Westsahara – Die Reise an die Grenze des Wahnsinns
Ksar Tafnidilt, Boujdour, ad-Dakhla. Endlose Straßen, endlose Hitze, brüllender Sandsturm endlose Gedanken. In Dakhla treiben sich Kitesurfer rum, ihre Schirme tanzen am Himmel. Ich sitze in einer Kaschemme und frage mich, warum ich eigentlich hier bin. - Aber nicht mehr lange denn der Sandsturm bläst dir das letzte bisschen Gehirn raus.
Am Abend gesellt sich Henriette mit Ihrer "Dackelgarage" neben mir ein. Die Tante aus Dänemark ist mit ihrer Honda und einem Rucksack auf dem Weg nach Dakar. Mal wieder nette Gespräche während 5 wilde Strandhunde und ein obdachloser Sahraui neben uns im Staub übernachten.
Dann weiter in die Militärzone, Es Smara – Al-Mahbass – Zag - Assa. Illegale Fahrt am marokkanischen Berm entlang. Die Polizei hatte gesagt, das das geht. Ging doch nicht so easy.
Dann mit zwei Sahauris als lebens-rettende "Guides", mit genau drei Worten auf Französisch: „attention, tres dangereus … buff - buff -buff.“ über den Wall und mit 70 km/h durch den Minengürtel.

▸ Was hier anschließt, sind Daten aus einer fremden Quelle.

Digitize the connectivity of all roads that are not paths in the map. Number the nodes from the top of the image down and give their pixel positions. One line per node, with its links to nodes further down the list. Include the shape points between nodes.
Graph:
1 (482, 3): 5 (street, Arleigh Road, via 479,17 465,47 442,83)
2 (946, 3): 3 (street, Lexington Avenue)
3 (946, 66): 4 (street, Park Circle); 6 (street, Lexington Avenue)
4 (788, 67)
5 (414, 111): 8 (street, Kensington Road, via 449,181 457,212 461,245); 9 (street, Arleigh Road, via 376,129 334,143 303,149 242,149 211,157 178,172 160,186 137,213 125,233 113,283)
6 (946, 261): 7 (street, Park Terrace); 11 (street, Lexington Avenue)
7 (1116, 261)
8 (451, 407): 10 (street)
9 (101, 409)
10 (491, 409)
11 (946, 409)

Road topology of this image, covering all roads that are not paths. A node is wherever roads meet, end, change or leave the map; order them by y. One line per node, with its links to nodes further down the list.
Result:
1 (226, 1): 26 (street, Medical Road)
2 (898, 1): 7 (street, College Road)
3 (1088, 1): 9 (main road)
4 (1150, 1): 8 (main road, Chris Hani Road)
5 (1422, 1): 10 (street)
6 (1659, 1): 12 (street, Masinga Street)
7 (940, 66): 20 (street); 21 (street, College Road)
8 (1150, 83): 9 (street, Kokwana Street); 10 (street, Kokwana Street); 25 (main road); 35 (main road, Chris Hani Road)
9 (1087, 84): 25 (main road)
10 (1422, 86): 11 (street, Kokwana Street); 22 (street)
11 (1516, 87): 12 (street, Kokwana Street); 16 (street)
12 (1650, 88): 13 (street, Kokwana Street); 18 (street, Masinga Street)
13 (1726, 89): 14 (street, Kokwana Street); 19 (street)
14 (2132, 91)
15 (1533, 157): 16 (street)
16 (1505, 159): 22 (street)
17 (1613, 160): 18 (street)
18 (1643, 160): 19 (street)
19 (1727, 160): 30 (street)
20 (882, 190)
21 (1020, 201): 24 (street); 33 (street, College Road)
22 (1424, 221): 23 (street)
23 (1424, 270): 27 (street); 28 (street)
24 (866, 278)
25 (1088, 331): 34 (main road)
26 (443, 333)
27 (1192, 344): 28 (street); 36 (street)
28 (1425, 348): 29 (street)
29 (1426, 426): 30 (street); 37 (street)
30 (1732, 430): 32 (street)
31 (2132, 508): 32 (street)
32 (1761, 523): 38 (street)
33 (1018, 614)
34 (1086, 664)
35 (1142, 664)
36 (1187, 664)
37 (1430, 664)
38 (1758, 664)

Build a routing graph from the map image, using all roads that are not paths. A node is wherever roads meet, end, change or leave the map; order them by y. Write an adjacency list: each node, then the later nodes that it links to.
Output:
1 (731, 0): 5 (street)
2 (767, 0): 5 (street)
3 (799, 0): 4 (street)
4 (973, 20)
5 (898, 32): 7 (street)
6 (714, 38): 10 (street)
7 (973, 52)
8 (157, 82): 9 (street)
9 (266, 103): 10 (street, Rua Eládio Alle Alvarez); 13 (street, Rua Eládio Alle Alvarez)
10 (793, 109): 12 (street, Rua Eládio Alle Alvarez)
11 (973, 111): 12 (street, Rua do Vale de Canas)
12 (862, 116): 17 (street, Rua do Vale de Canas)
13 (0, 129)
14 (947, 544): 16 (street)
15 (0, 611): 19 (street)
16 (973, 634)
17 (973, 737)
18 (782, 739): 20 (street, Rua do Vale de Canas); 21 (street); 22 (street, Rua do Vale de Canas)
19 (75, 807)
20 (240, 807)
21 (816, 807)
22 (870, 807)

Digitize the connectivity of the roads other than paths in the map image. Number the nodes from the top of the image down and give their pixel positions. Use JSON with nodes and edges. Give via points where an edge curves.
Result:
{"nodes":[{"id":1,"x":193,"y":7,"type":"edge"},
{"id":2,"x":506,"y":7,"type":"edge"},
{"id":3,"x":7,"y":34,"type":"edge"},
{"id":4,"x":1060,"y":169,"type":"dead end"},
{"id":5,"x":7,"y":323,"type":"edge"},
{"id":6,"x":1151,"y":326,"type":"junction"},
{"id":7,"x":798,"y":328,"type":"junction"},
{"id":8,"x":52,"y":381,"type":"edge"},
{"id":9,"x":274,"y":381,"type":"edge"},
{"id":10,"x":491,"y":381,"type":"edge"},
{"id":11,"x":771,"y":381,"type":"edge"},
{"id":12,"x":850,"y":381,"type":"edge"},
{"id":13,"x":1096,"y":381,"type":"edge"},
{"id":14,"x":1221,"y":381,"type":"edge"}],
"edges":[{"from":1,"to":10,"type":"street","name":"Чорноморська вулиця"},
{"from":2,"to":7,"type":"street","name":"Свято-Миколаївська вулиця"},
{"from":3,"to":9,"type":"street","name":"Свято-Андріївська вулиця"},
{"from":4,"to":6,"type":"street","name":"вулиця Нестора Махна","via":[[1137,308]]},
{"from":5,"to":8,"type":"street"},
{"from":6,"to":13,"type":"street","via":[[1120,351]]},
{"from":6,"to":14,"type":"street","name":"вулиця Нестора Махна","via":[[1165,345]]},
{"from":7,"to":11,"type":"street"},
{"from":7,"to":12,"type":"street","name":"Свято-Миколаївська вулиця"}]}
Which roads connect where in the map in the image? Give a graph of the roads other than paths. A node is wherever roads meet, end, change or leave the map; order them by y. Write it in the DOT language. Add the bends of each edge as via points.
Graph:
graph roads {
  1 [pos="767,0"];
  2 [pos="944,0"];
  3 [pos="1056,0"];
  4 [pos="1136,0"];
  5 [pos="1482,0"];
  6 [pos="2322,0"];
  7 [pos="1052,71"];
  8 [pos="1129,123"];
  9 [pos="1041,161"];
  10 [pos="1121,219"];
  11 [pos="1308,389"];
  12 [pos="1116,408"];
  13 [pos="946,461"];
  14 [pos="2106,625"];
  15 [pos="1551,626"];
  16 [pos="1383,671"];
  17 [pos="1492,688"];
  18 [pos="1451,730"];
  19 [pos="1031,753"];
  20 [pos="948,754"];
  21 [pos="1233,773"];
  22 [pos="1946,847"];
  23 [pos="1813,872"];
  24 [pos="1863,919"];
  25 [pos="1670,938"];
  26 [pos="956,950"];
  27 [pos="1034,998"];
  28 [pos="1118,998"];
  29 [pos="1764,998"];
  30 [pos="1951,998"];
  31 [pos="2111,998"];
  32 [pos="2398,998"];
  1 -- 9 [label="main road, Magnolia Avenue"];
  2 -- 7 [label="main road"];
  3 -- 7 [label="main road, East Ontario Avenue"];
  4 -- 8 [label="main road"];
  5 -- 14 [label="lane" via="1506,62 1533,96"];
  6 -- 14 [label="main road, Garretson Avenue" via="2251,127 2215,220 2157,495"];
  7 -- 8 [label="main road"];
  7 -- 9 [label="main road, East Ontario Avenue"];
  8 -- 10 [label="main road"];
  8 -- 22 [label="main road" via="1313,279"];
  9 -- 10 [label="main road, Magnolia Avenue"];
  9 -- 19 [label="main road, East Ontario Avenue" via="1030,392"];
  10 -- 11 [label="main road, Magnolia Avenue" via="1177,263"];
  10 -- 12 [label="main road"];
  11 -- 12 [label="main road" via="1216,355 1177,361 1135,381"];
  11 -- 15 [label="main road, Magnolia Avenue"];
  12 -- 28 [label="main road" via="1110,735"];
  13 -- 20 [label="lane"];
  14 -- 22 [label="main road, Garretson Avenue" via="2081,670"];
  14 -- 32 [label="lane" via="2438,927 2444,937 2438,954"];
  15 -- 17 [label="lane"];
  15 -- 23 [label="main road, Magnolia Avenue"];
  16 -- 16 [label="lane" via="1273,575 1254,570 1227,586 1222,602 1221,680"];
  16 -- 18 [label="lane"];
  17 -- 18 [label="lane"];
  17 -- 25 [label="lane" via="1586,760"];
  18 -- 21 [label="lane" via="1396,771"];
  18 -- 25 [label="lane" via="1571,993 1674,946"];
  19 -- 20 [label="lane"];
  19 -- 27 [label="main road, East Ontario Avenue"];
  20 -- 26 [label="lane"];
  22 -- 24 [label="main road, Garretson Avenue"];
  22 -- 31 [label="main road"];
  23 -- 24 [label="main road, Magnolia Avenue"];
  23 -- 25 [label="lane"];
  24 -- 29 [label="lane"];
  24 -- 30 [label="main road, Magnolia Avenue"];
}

Der Marokkanische Berm – 2700 Kilometer Sandwall, gesäumt von 10 Millionen Landminen. Willkommen im am stärksten verminten Gebiet der Welt. MINURSO, die UN-Mission, versucht seit Jahren, hier irgendwie Frieden reinzubringen – mit überschaubarem Erfolg. Die Sahrauis? Ein Volk zwischen Mauern, Gewehren und gebrochenen Versprechen. Ihre Heimat von Marokko besetzt, ihre Träume in algerischen Flüchtlingslagern begraben. Und ich fahre hier durch, starre auf einen Panzer und frage mich, wie viel Wahnsinn man eigentlich in einer Reise sammeln kann.
Zurück nach Tanger – Die große Erkenntnis
Nach 53 Tagen und ungezählten Kilometern zurück auf die Fähre nach Algeciras. Das erste Bier an Deck. Ich bin dreckig, durchgerüttelt, und habe keinen Bock mehr auf Staub, Hitze oder bettelnde Kinder, die dir eine Wüste voller Träume verkaufen wollen.Aber verdammt, das war die intensivste und beste Reise meines Lebens.
Und jetzt? Noch ein paar Optimierungen am Fahrzeug, wochenlanges warten beim Österreichischen TÜV zur Typisierung meiner Umbauten und dann ab auf den großen Trip: Pamir, Zentralasien, Georgien, Russland, Kasachstan, Usbekistan, Turkmenistan, Tadschikistan und vielleicht noch Mongolei.
Die Welt ruft, und ich bin noch lange nicht fertig.